More submarines here to stay despite Russian accident
By Charles Aldinger
WASHINGTON (Reuters): This week's chilling Arctic drama involving a sunken Russian attack submarine will not dampen military and political enthusiasm among nations to send such weapons to sea.
The Cold War is over, but defense experts stress that quiet and deadly undersea boats are here to stay in growing numbers.
Twenty-eight countries already own nuclear-powered or diesel submarines and a half-dozen others are known to be seeking the stealthy craft that, like sharks, have for decades struck fear in military mariners on the surface.
Questions arise about the continued need for "boomer" subs that are more than 550 feet (165 meters) in length and carry long-range nuclear missiles. At the same time, missions are growing for smaller attack boats, from gathering intelligence to launching conventional and nuclear cruise missiles and transporting elite troops to alien shores.
"I don't see in any way that this accident challenges the requirement for subs," said Paul Beaver, an analyst with Jane's Information Group in London, as Russia pressed efforts to save the nuclear submarine Kursk's crew days after it sank to the bottom of the Barents Sea.
"We don't say every time a car crashes that we ought to abandon cars. Militarily and politically, subs are wonderful weapons," Beaver told Reuters on Thursday, adding that the requirement for them will grow, not shrink.
Submarines, note the experts, are stealthy protective weapons and the surface enemy always worries whether one is lurking about.
Such traditional adversaries as India and Pakistan and North and South Korea have attack submarines. The Argentine Navy fretted about British subs during their 1982 war over islands in the South Atlantic.
The U.S. Navy today worries about quiet Iranian diesel submarines bought from Russia for use in the Gulf's shallow waters.
The United States, Russia, Britain, France and China are the only countries with strategic boomers, each carrying numbers of very accurate long-range nuclear missiles to quickly retaliate against nuclear attack.
But along with several dozen other nations, each of those powers also has attack submarines designed traditionally to sink other subs or surface ships with torpedoes. Modern versions, such as the Kursk, can launch cruise missiles against ships and land targets.
"A submarine is a necessary piece of our arsenal as it has expanded its mission since the end of the Cold War, providing essential peacetime and war fighting capabilities for our national security," U.S. Navy Secretary Richard Danzig told Reuters.
"The unfortunate accident involving the Russian submarine only reemphasizes the requirement to continue to maintain our naval forces at optimal readiness," he said.

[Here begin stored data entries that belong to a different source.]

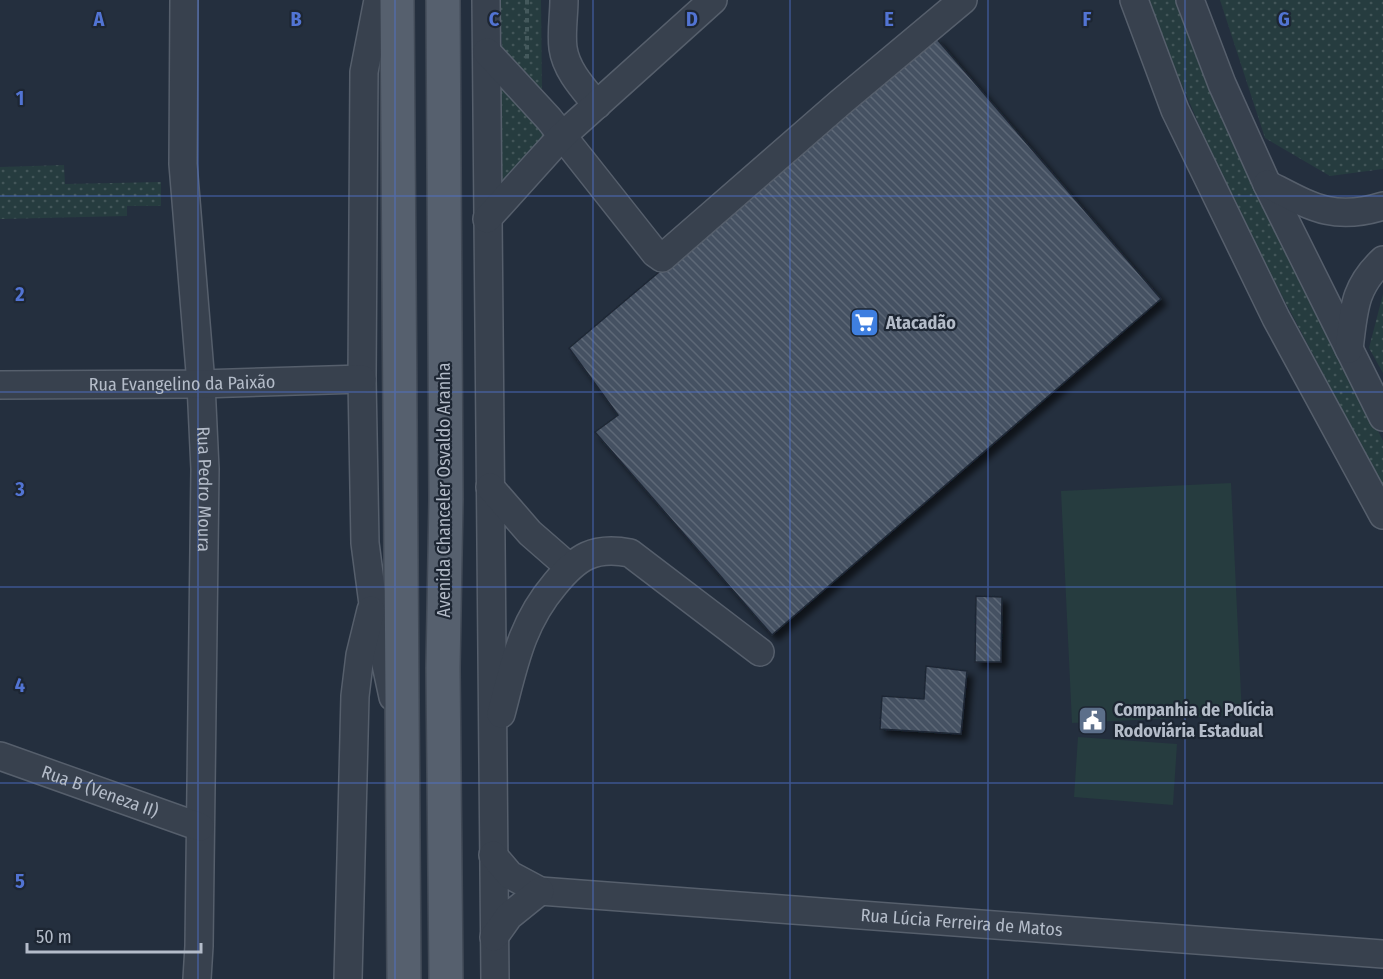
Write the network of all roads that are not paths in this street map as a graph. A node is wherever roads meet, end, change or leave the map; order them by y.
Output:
1 (184, 0) edge
2 (378, 0) edge
3 (397, 0) edge
4 (443, 0) edge
5 (486, 0) edge
6 (564, 0) edge
7 (713, 0) edge
8 (963, 0) edge
9 (1134, 0) edge
10 (1191, 0) edge
11 (487, 52) junction
12 (597, 105) junction
13 (562, 136) junction
14 (1267, 184) junction
15 (1383, 206) edge
16 (487, 219) junction
17 (1383, 260) edge
18 (1349, 349) junction
19 (362, 379) junction
20 (201, 384) junction
21 (0, 385) edge
22 (1383, 417) edge
23 (490, 487) junction
24 (1383, 515) edge
25 (569, 567) junction
26 (373, 604) junction
27 (760, 652) dead end
28 (492, 745) junction
29 (404, 750) junction
30 (0, 756) edge
31 (200, 827) junction
32 (493, 855) junction
33 (540, 891) junction
34 (494, 937) junction
35 (1383, 954) edge
36 (197, 979) edge
37 (348, 979) edge
38 (404, 979) edge
39 (446, 979) edge
40 (495, 979) edge

1 - 20 street, Rua Pedro Moura
2 - 19 street
3 - 29 main road
4 - 39 main road, Avenida Chanceler Osvaldo Aranha
5 - 11 street
6 - 12 street
7 - 12 street
8 - 13 street
9 - 24 street
10 - 14 street
11 - 13 street
11 - 16 street
12 - 13 street
13 - 16 street
14 - 15 street
14 - 18 street
16 - 23 street
17 - 18 street
18 - 22 street
19 - 20 street, Rua Evangelino da Paixão
19 - 26 street
20 - 21 street, Rua Evangelino da Paixão
20 - 31 street, Rua Pedro Moura
23 - 25 street
23 - 28 street
25 - 27 street
25 - 28 street
26 - 29 street
26 - 37 street
28 - 32 street
29 - 38 main road
30 - 31 street, Rua B (Veneza II)
31 - 36 street, Rua Pedro Moura
32 - 33 street
32 - 34 street
33 - 34 street
33 - 35 street, Rua Lúcia Ferreira de Matos
34 - 40 street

"Obviously, any country that wants to have a serious military capability is going to maintain hunter-killer (attack) submarines as part of a strategy of not giving up sea control, especially around its borders," said former U.S. Ambassador to NATO Robert Hunter.
"As for the big nuclear missile subs, obviously both Russia and the United States are reluctant to unilaterally give up those second-strike weapons outside of arms control agreements," added Hunter, now with the Rand Corp. think tank in Washington.
"This kind of thing does illustrate the need for getting on with START-3 (strategic arms reduction treaty)," he told Reuters.
John Wolfsthal of the private Carnegie Endowment in Washington said accidents involving submarines always raise the question of their need, especially in an era of nuclear missiles and power plants.
"Nations still have the need for submarines," he said. "But nobody talks much about a boomer going down with 16 or so nuclear missiles containing several warheads each. Imagine the problems of danger and contamination to the ocean involved in such a mishap," Wolfsthal said.
The Kursk accident, apparently caused by a torpedo explosion, was the latest in a half-dozen Russian submarine accidents in the past 15 years, including the collision of a Russian nuclear boomer with a U.S. attack submarine in 1993. Neither boat sank.
The latest Military Balance report from the International Institute of Strategic Studies in London lists 21 operational long-range missile submarines in Moscow's arsenal along with an additional 44 attack subs such as the Oscar II Class Kursk.
But few big subs are sent to sea these days due to Moscow's budget constraints. Many Russian attack boats are rusting at pier-side, waiting to be cut up with financial help from Washington.
The United States has 18 strategic missile subs and nearly 60 attack submarines, including two new, high-tech Seawolf boats. And the Navy is working on a new family of attack submarines for the decades ahead.
China has two strategic missile subs in addition to attack submarines and is known to be working on more modern boomers for its nuclear arsenal.